I started feeling lonely recently, withdrawn from human contact, keeping socialization to a minimum, maintaining conversation only when necessary, doing everything I can not to let anybody come close, including being flippantly rude, ignoring calls and messages. I even started losing topics of conversations, with my best friend, my mother.
Other than the weather, the times and how I feel adapted to a new place, here, I feel trapped, I feel suffocated, and I don’t want to feel this way. Anxious, scared and terrified.

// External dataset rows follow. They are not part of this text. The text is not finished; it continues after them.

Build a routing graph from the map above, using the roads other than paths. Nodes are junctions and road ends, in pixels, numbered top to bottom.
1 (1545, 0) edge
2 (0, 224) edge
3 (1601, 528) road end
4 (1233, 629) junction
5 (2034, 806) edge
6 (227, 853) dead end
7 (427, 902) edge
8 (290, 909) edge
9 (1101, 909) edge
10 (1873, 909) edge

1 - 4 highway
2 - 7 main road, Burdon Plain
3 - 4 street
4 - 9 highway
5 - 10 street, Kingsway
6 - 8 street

And being away from home hits hard. Some days everything irritates me. From the weather to the little things like misplacing an item. Small inconveniences make me want to curl up in a ball and cry. And being someone scared of putting my emotions out there, I’d rather stay in and be hush about it. When you’ve been labelled a cry baby, dramatic and attention seeking from a young age, letting others in is braver than most would like to admit. Admitting it makes one vulnerable, and human, but vulnerable. I wouldn’t want any one to worry about me, especially my parents and I definitely don’t want fake pity from someone who will pretend to understand only to gossip about it. I might sound bitter, but trust comes at a price if all you’ve seen and mostly experienced is being at the receiving end of broken trust.
When I left my home for a new country, barely a week after my Uncle passed, then a little later, my little baby girl and then my cousin-brother who I grew up with, just days after his birthday. I’ve never regretted being here and choosing to follow my heart more than I did in those days. And there was no one here, I could turn to, not because I don’t trust friends I’ve made here, but scared of what letting people in might bring. I made a mistake of letting one loss slip out, and someone joked about how I can always find a ‘replacement’ for a brother I love and lost. So far, this has been the hardest to deal with.

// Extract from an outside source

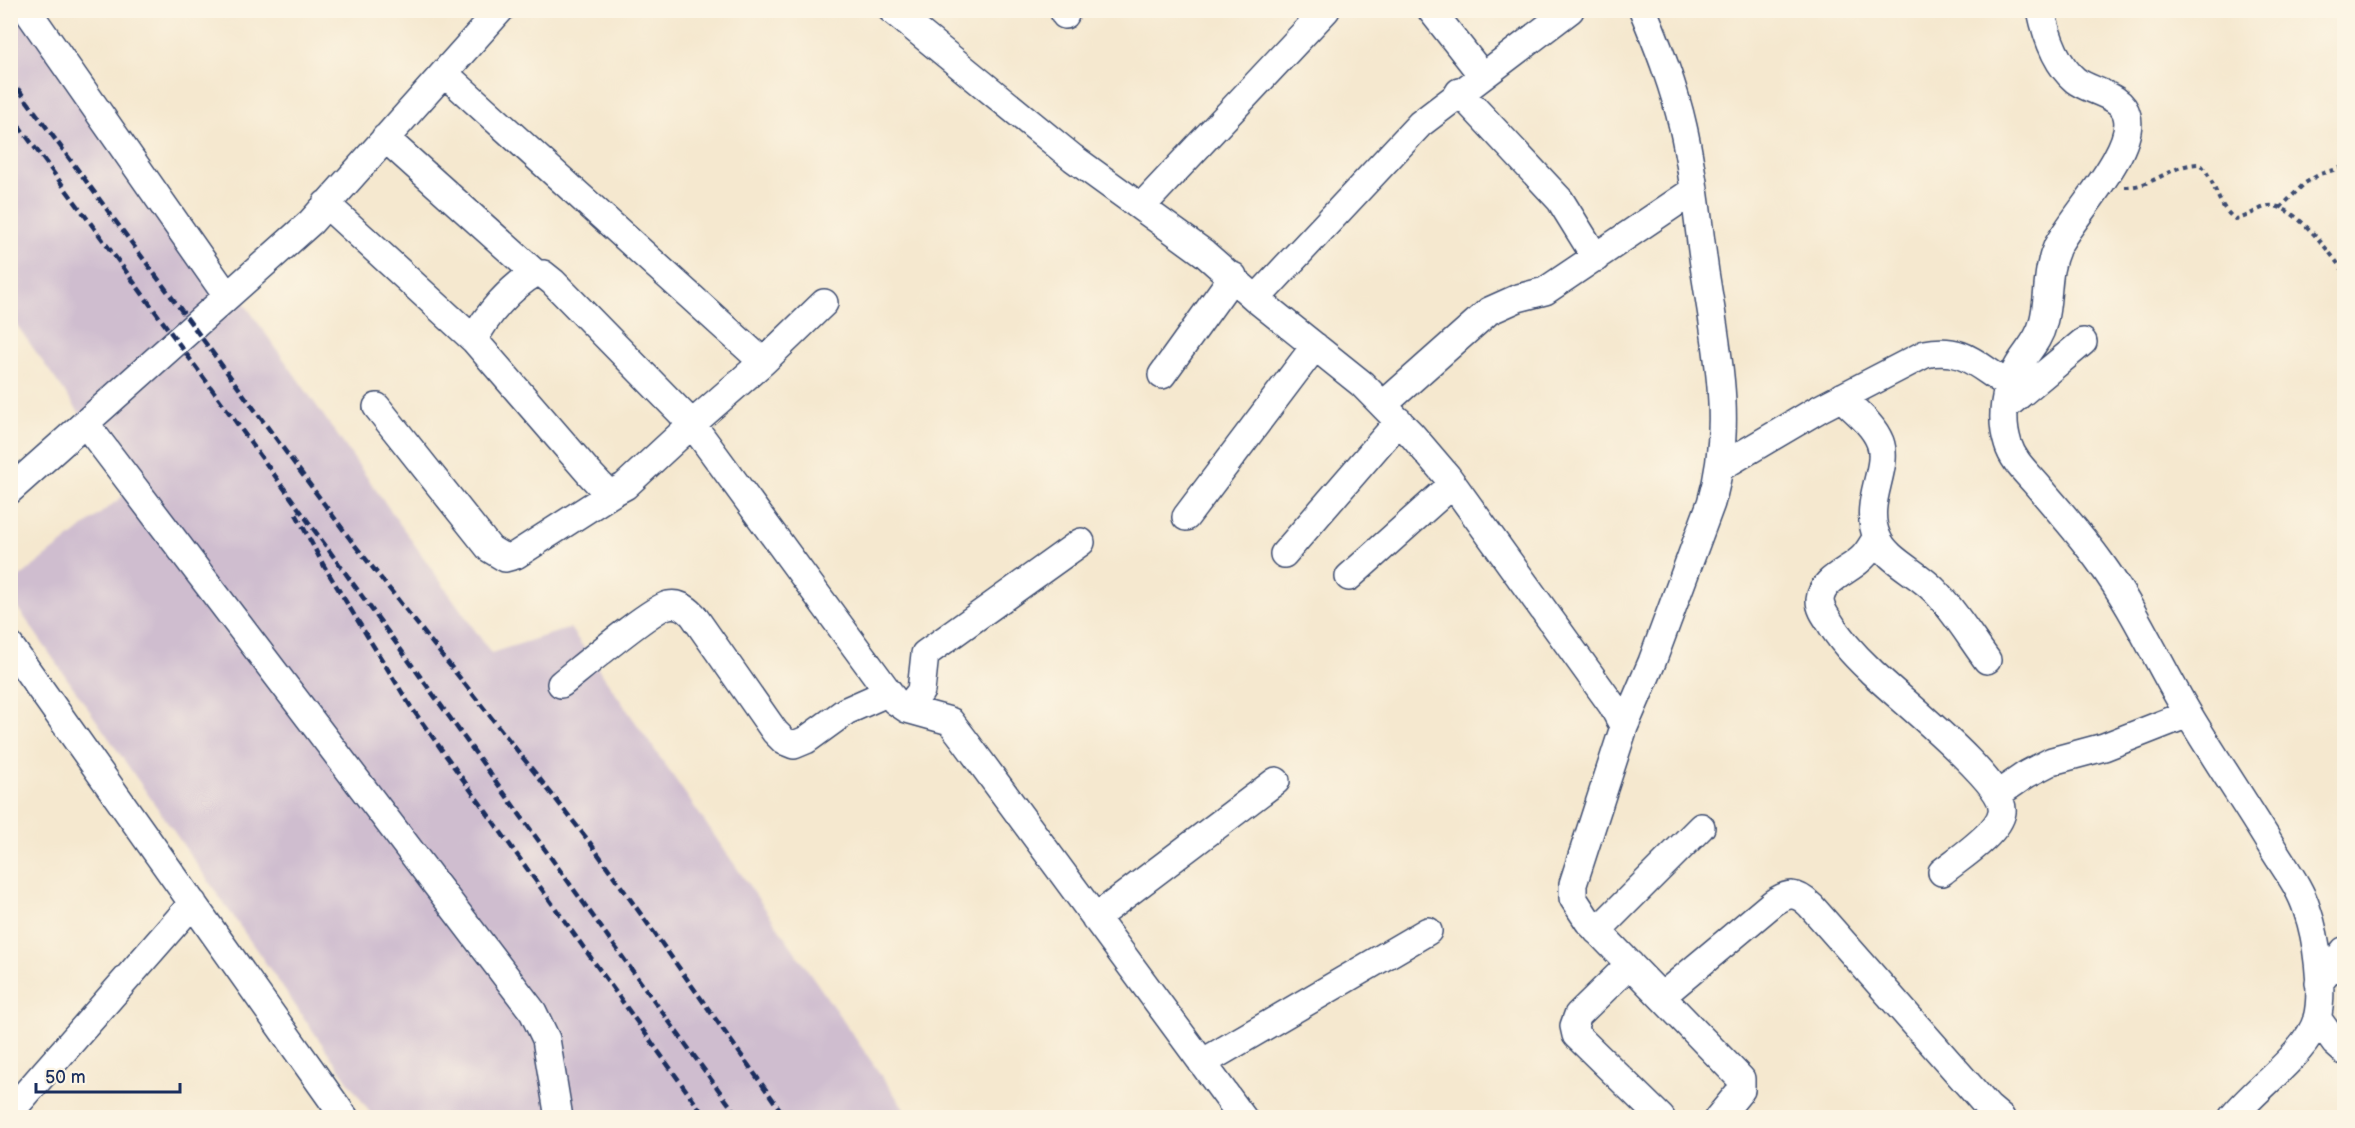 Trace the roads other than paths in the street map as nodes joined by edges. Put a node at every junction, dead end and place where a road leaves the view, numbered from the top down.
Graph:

I’ve had happy times, many a times. Sleepovers, movie nights, trying new restaurants, exploring new places and meeting new people. All adventures that made me feel happy and excited that I agreed to leave and travel and meet new people. and follow my dream. I wish that I was more open to more adventures, but it’s another issue if you have social anxiety and would rather 100% stay in than go out. Living in fear of being judged, by being judgmental myself. I fear no one would understand, that I judge them where they stand as I myself fear the same for myself. I do try to push out of my limits and comfort zones, maybe not as hard as I can, but as long as I am comfortable.

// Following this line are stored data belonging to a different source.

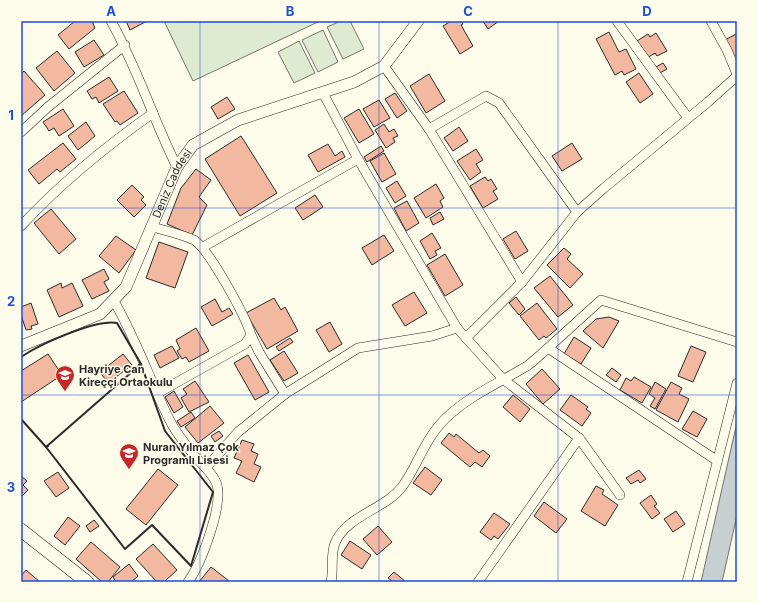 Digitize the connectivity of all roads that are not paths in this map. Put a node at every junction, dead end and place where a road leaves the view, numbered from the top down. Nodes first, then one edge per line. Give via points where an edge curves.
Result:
1 (110, 21) edge
2 (418, 21) edge
3 (617, 21) edge
4 (711, 21) edge
5 (125, 45) junction
6 (384, 66) junction
7 (737, 75) edge
8 (323, 93) junction
9 (153, 113) junction
10 (688, 118) junction
11 (430, 129) junction
12 (21, 132) edge
13 (358, 159) junction
14 (177, 167) junction
15 (577, 212) junction
16 (21, 226) edge
17 (153, 227) junction
18 (203, 247) junction
19 (522, 282) junction
20 (114, 301) junction
21 (457, 328) junction
22 (251, 335) junction
23 (466, 338) junction
24 (737, 342) edge
25 (22, 344) edge
26 (548, 348) junction
27 (503, 379) junction
28 (737, 383) edge
29 (158, 393) junction
30 (285, 394) junction
31 (579, 438) junction
32 (716, 460) junction
33 (206, 468) junction
34 (620, 495) dead end
35 (21, 530) edge
36 (87, 582) edge
37 (188, 582) edge
38 (333, 582) edge
39 (478, 582) edge
40 (687, 582) edge

1 - 5 street
2 - 6 street, Deniz Caddesi
3 - 10 street
4 - 7 street
5 - 9 street
5 - 12 street
6 - 8 street, Deniz Caddesi via 354,82
6 - 11 street
7 - 10 street
8 - 13 street
8 - 14 street, Deniz Caddesi via 238,120 193,145
9 - 14 street
9 - 16 street via 81,168 45,200
10 - 15 street
11 - 15 street via 486,96 499,103
11 - 19 street
13 - 18 street
13 - 21 street
14 - 17 street, Deniz Caddesi
15 - 19 street
17 - 18 street via 194,241
17 - 20 street, Deniz Caddesi via 126,287
18 - 22 street
19 - 23 street
20 - 25 street, Deniz Caddesi via 100,314
20 - 29 street via 130,328
21 - 23 street
21 - 30 street via 432,336 358,348
22 - 29 street via 245,344 220,360
22 - 30 street via 258,352
23 - 27 street
24 - 26 street via 601,300
26 - 27 street via 528,365
26 - 32 street
27 - 31 street
27 - 38 street via 467,399 445,419 431,435 402,487 386,503 364,513 341,534 332,560
28 - 32 street
29 - 33 street via 169,420
30 - 33 street via 238,432
31 - 34 street
31 - 39 street
32 - 40 street
33 - 37 street via 217,483 219,496 212,528 196,571
35 - 36 main road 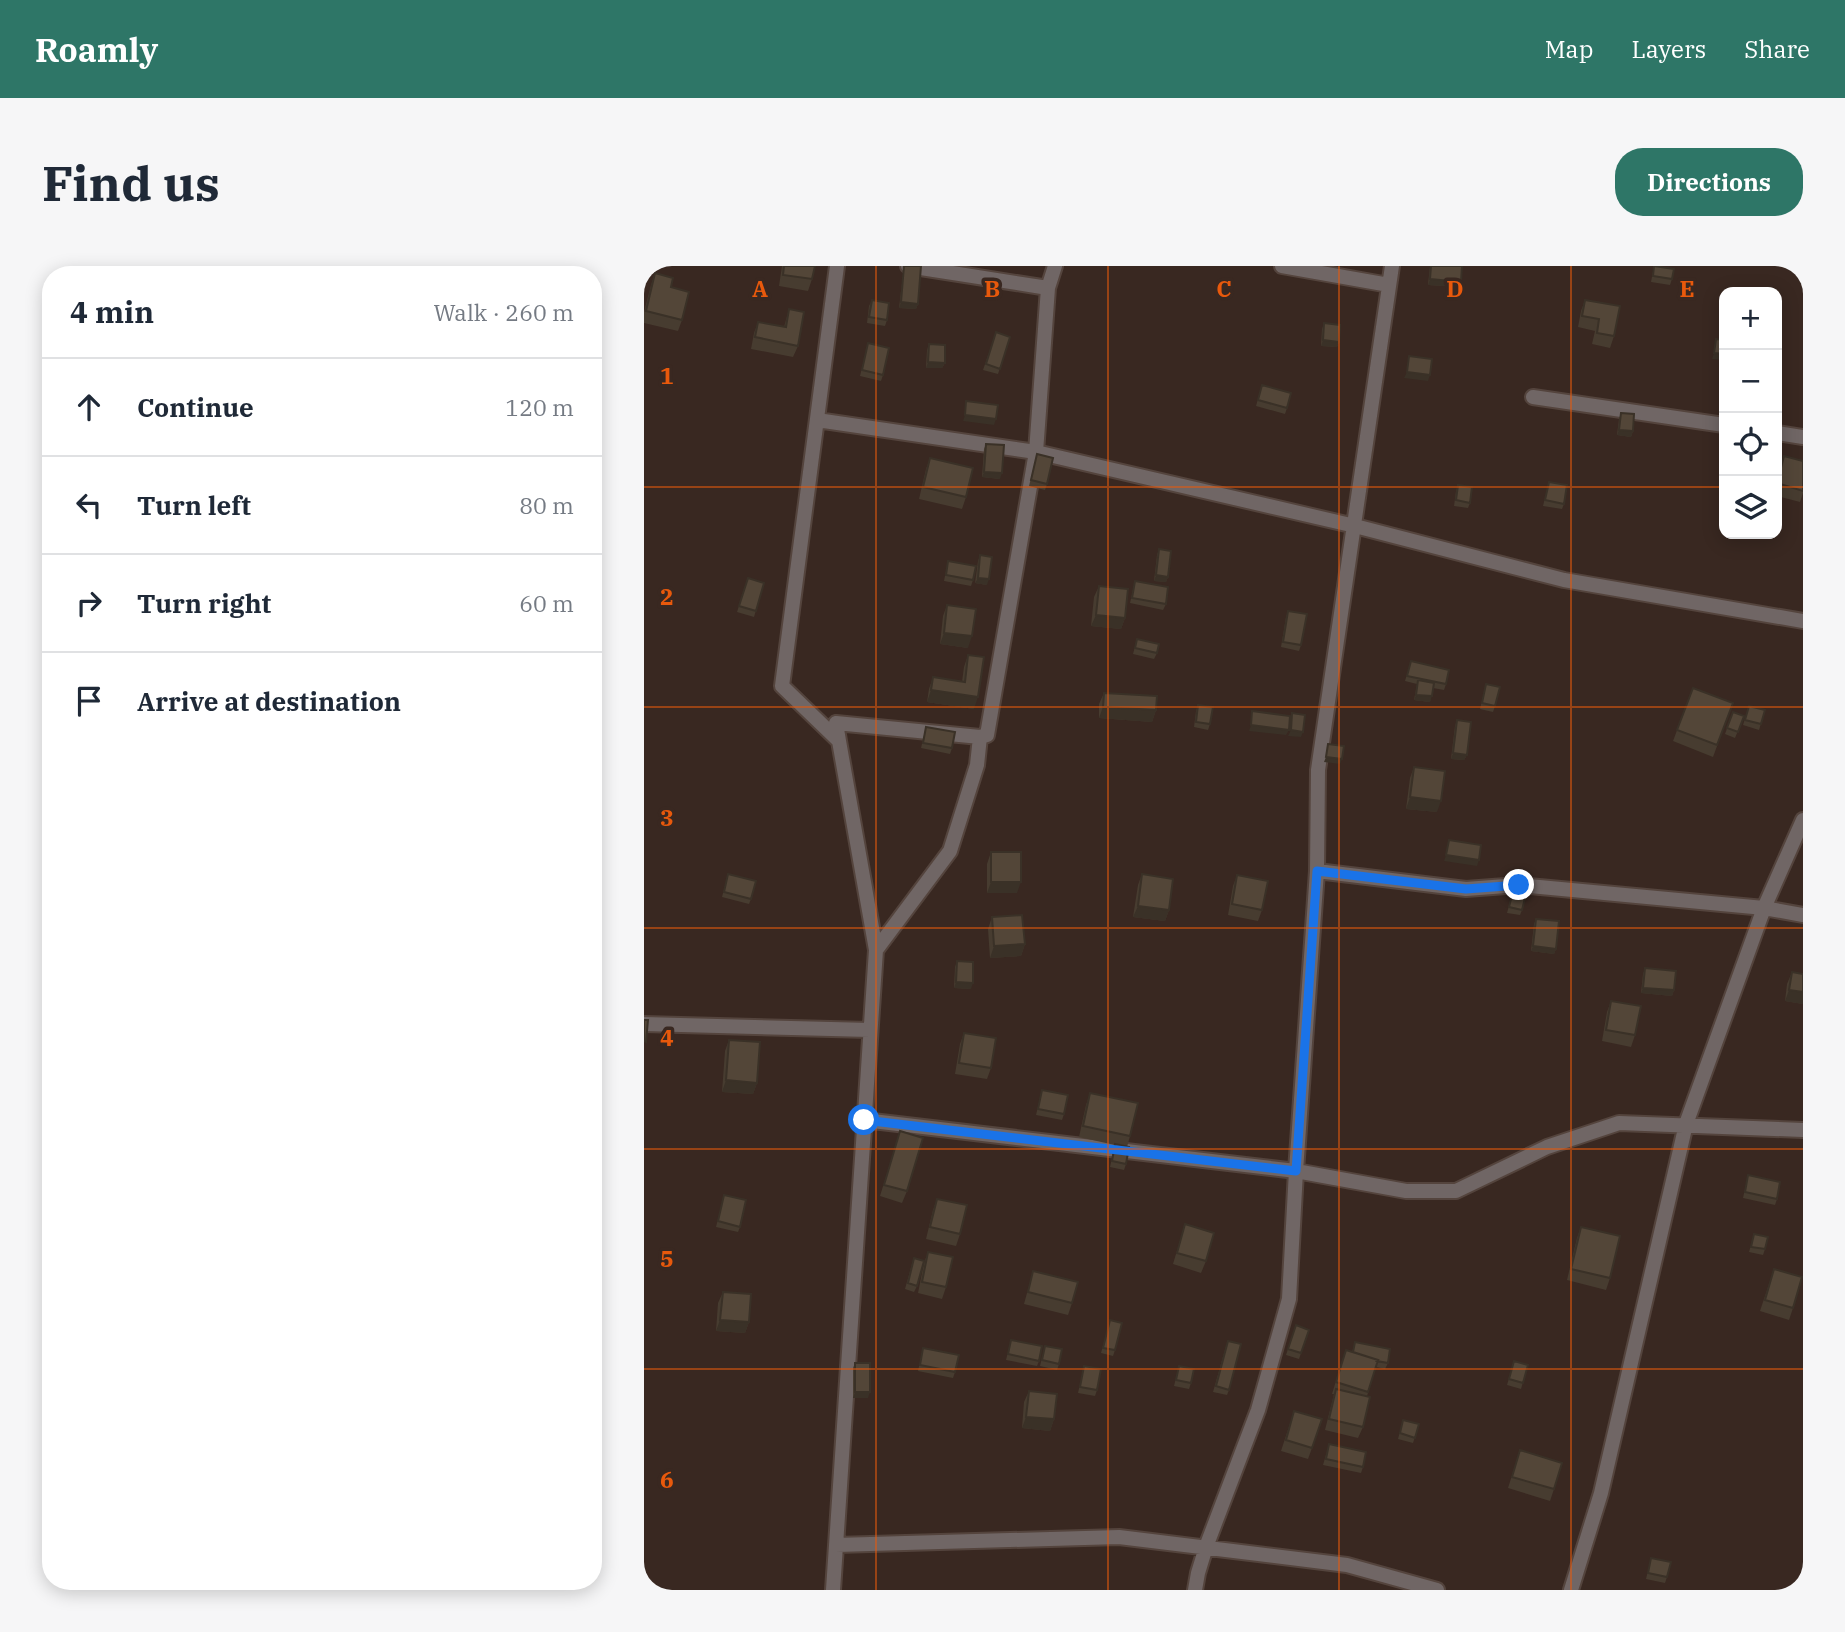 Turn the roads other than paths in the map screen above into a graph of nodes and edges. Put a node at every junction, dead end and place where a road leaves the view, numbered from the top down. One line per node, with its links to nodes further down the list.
1 (836, 266): 9 (street)
2 (908, 266): 7 (street)
3 (1055, 266): 7 (street)
4 (1282, 266): 6 (street)
5 (1392, 266): 6 (street)
6 (1389, 285): 14 (street)
7 (1048, 288): 13 (street)
8 (1533, 397): 10 (street)
9 (817, 420): 13 (street); 17 (street)
10 (1719, 424)
11 (1782, 434): 12 (street)
12 (1803, 437)
13 (1036, 452): 14 (street); 16 (street)
14 (1355, 526): 15 (street); 19 (street)
15 (1803, 621)
16 (980, 737): 17 (street); 22 (street)
17 (839, 741): 22 (street)
18 (1803, 820): 20 (street)
19 (1317, 871): 20 (street); 28 (street)
20 (1765, 908): 21 (street); 26 (street)
21 (1803, 915)
22 (876, 950): 24 (street)
23 (644, 1024): 24 (street)
24 (870, 1030): 25 (street)
25 (864, 1120): 28 (street); 29 (street)
26 (1686, 1124): 27 (street); 28 (street); 34 (street)
27 (1803, 1129)
28 (1296, 1171): 30 (street)
29 (836, 1545): 30 (street); 31 (street)
30 (1206, 1547): 32 (street); 33 (street)
31 (833, 1590)
32 (1195, 1590)
33 (1437, 1590)
34 (1571, 1590)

And I feel more better as I type this out, lighter, a little bit scared, but better nonetheless. It was a big change and for a while, I changed myself in hopes that I would fit in, but it never happened. And it took me a while to see reason and realize that I was not true to myself and my principles. It’s better to be myself and face the world, than change and face the same issues, because no matter how hard I push myself to try to be someone else, the world still runs the same course, and that is not something I can change.
To try to deal with it, I had a routine I followed, pamper days in the safety of the room I live in, cooking for myself, reading and getting lost in words, and movies and series and shopping and walks alone. Some activities work, others remind me that I’m alone here. Then I expanded my routine, added more time for activities I like that made me feel better. Listening to Qur’aan more, reading it more and trying to understand it better, watching YouTube channels that I like and reading and writing more. I’m still finding new ways to deal with it.
Everyone deals with it differently. Any big change in your life and how do you deal with it? How do you deal with homesickness?